The inquiry into the handling of allegations against Alex Salmond is due to hear from Peter Murrell, the SNP chief executive and husband to First Minister Nicola Sturgeon, next week.
Below, we set out a few of the questions that Mr Murrell might be tasked with answering.
Why did you suggest ‘pressurising’ the police in relation to the allegations against Alex Salmond?
Leaked text messages previously showed that, on the day after Mr Salmond first appeared in court, Mr Murrell said it was a “good time to be pressurising” police and that the “more fronts he (Mr Salmond) is having to firefight on the better for all complainers”.
In October Mr Murrell wrote to the committee where he explained the context.
He said the SNP was contacted by individuals who had specific, personal questions in relation to the criminal case, and his intention was to advise that their questions be addressed to the police and not the party.
“I acknowledge that I did not express myself well but I suggest that in the context of such a criminal case, directing people to the police was the only responsible thing to advise,” he said.

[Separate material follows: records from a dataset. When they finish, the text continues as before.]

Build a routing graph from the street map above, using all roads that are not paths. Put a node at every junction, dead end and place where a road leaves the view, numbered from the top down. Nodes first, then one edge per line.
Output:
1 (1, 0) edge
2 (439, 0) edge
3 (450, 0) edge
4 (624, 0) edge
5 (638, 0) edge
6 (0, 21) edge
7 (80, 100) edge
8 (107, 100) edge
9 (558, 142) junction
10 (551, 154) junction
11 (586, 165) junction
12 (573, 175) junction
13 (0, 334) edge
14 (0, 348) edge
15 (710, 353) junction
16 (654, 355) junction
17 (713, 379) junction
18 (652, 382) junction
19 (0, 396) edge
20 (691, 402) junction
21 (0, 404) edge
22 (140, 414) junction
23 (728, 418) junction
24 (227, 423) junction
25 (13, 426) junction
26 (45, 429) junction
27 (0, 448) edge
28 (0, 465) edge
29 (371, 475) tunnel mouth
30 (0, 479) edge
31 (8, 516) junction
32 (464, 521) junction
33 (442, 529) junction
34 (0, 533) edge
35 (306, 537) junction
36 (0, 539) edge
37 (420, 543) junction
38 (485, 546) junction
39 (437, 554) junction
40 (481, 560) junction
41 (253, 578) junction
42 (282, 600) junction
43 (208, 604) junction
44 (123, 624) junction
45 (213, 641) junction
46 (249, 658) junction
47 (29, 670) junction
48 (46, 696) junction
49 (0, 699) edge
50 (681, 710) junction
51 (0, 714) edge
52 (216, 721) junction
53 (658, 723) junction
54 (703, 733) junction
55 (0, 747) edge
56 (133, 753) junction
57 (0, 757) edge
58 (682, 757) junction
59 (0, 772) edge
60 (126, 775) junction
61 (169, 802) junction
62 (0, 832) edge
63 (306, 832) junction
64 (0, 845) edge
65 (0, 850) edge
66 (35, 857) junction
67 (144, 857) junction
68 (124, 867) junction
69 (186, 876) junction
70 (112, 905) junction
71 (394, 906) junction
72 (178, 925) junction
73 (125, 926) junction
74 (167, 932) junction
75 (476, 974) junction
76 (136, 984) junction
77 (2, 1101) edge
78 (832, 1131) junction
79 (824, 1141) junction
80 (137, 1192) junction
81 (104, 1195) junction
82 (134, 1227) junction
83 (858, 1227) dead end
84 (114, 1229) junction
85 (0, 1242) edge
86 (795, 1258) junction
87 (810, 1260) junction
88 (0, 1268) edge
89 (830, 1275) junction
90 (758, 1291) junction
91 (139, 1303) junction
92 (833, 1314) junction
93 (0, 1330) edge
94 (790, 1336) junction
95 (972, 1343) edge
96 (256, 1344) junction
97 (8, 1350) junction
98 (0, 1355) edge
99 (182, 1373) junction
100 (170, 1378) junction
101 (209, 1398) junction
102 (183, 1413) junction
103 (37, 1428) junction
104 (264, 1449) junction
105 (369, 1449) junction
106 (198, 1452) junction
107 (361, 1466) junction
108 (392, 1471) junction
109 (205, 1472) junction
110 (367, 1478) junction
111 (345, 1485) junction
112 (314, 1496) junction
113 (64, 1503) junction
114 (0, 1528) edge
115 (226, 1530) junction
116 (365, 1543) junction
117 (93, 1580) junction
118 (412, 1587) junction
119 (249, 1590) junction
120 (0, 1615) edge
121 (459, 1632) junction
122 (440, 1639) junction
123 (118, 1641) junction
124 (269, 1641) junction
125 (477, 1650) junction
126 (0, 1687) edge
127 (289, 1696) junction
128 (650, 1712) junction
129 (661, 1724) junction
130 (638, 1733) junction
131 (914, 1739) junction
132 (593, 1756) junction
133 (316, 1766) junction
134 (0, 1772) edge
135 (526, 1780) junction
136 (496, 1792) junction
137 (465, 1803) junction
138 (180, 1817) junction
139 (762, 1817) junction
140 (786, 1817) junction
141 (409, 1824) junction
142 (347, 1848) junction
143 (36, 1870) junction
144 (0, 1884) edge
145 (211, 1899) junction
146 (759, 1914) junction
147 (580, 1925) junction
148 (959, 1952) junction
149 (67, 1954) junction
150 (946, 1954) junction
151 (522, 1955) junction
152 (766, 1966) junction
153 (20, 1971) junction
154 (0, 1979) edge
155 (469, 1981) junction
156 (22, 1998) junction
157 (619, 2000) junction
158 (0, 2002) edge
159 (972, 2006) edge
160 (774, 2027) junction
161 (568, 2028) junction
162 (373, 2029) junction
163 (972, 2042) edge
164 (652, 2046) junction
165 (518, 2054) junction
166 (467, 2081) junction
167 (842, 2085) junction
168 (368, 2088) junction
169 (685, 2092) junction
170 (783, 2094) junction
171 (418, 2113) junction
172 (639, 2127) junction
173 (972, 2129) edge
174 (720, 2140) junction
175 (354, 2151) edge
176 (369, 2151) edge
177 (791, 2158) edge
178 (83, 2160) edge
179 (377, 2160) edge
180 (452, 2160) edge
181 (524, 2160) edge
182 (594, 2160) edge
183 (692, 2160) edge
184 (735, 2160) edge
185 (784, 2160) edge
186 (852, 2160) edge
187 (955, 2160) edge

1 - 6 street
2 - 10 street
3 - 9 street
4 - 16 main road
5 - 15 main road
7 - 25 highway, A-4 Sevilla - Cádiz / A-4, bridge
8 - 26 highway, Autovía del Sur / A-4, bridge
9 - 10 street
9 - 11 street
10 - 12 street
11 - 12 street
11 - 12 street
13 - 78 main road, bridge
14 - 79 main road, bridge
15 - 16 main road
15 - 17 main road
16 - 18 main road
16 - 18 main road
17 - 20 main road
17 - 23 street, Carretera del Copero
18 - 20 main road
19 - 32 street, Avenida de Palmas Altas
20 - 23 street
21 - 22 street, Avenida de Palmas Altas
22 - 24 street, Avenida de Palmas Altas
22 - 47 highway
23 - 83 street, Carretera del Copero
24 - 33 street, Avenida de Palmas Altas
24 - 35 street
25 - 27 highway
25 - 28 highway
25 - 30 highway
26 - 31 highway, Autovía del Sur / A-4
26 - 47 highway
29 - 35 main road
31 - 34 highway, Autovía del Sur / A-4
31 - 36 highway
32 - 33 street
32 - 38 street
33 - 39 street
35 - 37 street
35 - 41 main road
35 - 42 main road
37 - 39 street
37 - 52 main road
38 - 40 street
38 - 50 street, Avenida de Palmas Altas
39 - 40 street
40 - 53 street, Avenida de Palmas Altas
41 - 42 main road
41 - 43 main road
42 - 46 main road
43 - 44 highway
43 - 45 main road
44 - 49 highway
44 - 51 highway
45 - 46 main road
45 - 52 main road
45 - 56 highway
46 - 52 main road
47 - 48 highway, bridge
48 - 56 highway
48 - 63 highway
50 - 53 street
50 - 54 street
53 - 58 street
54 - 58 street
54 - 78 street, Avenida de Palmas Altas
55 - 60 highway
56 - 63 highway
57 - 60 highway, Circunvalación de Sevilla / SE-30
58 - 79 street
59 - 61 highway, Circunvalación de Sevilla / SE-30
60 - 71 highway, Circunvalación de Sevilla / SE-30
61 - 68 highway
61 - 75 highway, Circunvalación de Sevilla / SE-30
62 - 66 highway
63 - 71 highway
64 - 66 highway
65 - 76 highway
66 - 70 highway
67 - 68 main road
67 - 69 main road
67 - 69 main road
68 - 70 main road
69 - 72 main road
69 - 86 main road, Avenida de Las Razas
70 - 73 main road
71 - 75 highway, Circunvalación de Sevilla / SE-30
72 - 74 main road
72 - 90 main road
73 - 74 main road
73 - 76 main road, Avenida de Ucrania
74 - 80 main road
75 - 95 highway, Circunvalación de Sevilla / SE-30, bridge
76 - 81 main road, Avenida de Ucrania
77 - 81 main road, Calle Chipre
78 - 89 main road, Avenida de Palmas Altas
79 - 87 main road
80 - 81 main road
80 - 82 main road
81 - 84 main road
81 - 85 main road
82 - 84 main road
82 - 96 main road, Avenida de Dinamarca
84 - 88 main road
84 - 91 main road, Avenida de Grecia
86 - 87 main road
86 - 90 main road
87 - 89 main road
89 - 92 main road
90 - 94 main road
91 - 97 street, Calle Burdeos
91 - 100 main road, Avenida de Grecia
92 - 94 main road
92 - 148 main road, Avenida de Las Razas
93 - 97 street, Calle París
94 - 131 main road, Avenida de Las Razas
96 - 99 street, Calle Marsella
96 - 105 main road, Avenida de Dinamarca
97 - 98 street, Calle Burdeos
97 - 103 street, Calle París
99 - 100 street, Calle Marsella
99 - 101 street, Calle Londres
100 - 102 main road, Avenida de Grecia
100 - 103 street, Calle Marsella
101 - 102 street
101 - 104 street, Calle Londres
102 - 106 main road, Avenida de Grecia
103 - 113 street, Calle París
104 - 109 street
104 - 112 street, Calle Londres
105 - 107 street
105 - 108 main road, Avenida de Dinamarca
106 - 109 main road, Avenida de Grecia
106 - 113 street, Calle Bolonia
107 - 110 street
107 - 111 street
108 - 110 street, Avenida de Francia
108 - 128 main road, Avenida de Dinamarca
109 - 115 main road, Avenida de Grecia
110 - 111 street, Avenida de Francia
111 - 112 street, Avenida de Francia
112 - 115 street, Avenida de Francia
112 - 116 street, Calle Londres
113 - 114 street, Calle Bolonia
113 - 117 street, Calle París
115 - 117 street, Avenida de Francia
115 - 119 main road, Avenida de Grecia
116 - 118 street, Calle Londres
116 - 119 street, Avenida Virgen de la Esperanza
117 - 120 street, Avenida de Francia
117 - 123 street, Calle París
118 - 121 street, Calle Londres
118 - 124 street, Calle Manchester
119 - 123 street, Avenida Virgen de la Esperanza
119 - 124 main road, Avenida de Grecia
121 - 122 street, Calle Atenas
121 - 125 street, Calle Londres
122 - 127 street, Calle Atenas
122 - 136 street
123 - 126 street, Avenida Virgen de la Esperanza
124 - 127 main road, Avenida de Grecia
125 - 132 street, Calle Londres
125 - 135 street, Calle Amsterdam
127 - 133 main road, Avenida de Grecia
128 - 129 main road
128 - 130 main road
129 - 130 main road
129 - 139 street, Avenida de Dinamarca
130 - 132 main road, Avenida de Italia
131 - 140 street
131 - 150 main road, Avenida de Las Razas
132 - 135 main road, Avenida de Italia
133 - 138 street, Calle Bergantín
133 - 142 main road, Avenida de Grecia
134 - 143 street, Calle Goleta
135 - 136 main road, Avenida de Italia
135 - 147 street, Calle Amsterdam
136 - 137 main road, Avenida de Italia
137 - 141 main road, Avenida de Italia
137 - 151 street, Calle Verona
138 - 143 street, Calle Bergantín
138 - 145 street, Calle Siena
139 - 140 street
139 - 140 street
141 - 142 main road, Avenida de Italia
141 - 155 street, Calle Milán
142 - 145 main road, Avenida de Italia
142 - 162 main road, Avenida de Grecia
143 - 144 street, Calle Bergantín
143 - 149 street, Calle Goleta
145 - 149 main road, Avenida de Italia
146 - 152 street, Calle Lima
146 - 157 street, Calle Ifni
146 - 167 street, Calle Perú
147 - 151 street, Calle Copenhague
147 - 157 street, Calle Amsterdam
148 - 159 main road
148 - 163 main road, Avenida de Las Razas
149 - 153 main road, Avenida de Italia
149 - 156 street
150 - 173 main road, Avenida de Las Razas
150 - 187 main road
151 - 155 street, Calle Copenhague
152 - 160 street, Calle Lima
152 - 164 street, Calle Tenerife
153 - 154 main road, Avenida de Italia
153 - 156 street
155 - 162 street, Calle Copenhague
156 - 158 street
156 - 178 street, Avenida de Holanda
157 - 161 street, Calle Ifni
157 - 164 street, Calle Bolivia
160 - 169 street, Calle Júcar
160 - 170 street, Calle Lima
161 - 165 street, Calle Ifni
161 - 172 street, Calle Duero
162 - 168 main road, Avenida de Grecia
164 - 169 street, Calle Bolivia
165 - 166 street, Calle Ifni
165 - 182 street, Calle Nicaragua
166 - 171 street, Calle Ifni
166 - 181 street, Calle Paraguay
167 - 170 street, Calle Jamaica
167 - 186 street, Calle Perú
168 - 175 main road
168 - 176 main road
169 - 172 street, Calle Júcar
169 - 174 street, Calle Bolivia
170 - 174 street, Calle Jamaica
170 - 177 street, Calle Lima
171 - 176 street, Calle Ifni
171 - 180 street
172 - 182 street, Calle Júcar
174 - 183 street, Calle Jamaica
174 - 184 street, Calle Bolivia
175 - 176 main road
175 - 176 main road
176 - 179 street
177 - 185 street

On the second part, he said his “intended meaning was that any and all complaints should be appropriately investigated”, but added that: “I would wish on reflection to have expressed myself more appropriately”.
MSPs on the committee are likely to have further questions about the messages.
How could you not know about the allegations against Alex Salmond when he discussed them in your own home?
In written evidence, Mr Murrell has told the committee he first became aware that official complaints had been made about Mr Salmond when the allegations were made public in August 2018.
He said he “knew about” the earlier meetings between his wife and Mr Salmond at their home on April 2 and July 14 2018 and he had “the sense that something serious was being discussed”.
However, he added: “Nicola told me she couldn’t discuss the details. The nature of Nicola’s job means that when she tells me she can’t discuss something, I don’t press it.”
In her evidence, Ms Sturgeon said she had “no communication with the SNP” on the subject of the allegations, other than approving the party’s public comments after the matter became public in August 2018.
She added: “My husband was obviously aware of Mr Salmond’s presence in our home on April 2 and July 14 2018 but he was not present at the meetings and I did not share the detail with him.”
Committee members are expected to probe Mr Murrell on his knowledge of these meetings.
Have SNP email addresses been used by ministers conducting sensitive government communications?
In correspondence, the committee has previously asked Mr Murrell for “confirmation from you whether there have been instances where SNP channels of communication are used by SNP members when acting in a ministerial capacity”.
In response, Mr Murrell has said Nicola Sturgeon is the only minister or special adviser who has an SNP.org email account, and: “I am not aware of any instances of this account being used for Scottish Government business”.
In her evidence, Ms Sturgeon said: “The SNP communicates with its post holders in the normal ways – including meetings, emails and phone calls.
“The safeguard to ensure this is distinct from government communications are the relevant codes that MSPs, ministers and special advisers are bound by.
“To be clear, members of the public often email my SNP or MSP accounts about government business and I forward these to my ministerial private office.
“On any other occasions when I email my ministerial private office or special advisers from my personal email – eg, with diary queries or information requests – these will be to a Scottish Government email account and retained in line with standard procedures.”
Committee members are expected to seek further assurances on Tuesday.
Were you at the centre of the rift that has split the SNP?
Speaking previously on The Stooshie, DC Thomson Media’s politics podcast, Campbell Gunn suggested a disagreement about the merits of having a husband-and-wife partnership at the top of the SNP was one of the reasons for the breakdown in relations between Mr Salmond and Ms Sturgeon.
Mr Gunn, a former adviser to both first ministers, said: “At the handover, I think Mr Salmond may have advised Nicola that it wasn’t a good idea for her to be first minister and her husband to be chief executive of the party.
“I understand that he mentioned this to her – it wasn’t a healthy thing for either the government or the party. But Nicola chose not to take on his words of advice.
“I think that was the start of a breakdown in the relationship. I don’t think she appreciated that particular advice.”
MSPs on the committee may ask Mr Murrell about his role in the breakdown in relations between Mr Salmond and Ms Sturgeon, and his working relationship with his wife.